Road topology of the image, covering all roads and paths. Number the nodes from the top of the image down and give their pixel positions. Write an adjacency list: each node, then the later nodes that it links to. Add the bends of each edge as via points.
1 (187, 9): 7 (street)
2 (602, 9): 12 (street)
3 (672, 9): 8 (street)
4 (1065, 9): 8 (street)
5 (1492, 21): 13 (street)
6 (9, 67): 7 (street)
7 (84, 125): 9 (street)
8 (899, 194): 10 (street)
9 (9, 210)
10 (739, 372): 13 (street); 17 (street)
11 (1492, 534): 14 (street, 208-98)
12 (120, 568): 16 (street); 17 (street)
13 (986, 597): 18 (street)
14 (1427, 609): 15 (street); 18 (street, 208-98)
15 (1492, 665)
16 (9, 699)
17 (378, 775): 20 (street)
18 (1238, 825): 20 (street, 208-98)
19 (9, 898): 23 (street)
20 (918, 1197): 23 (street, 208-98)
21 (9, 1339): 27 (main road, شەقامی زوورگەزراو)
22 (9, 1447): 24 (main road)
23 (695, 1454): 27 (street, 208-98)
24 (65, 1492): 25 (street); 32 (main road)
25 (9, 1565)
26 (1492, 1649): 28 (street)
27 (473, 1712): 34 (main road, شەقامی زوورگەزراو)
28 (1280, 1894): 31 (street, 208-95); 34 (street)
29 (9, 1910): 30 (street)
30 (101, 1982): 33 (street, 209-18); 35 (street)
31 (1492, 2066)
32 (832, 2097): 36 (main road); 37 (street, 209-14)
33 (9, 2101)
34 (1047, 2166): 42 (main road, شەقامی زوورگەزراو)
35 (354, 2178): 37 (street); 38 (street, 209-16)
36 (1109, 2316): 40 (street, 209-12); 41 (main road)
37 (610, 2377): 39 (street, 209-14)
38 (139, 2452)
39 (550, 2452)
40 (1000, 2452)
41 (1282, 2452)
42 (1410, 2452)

·····

## Task directions
Within the records, how many lines include "شەقامی"? The answer is the number and nothing else.

## Task result
3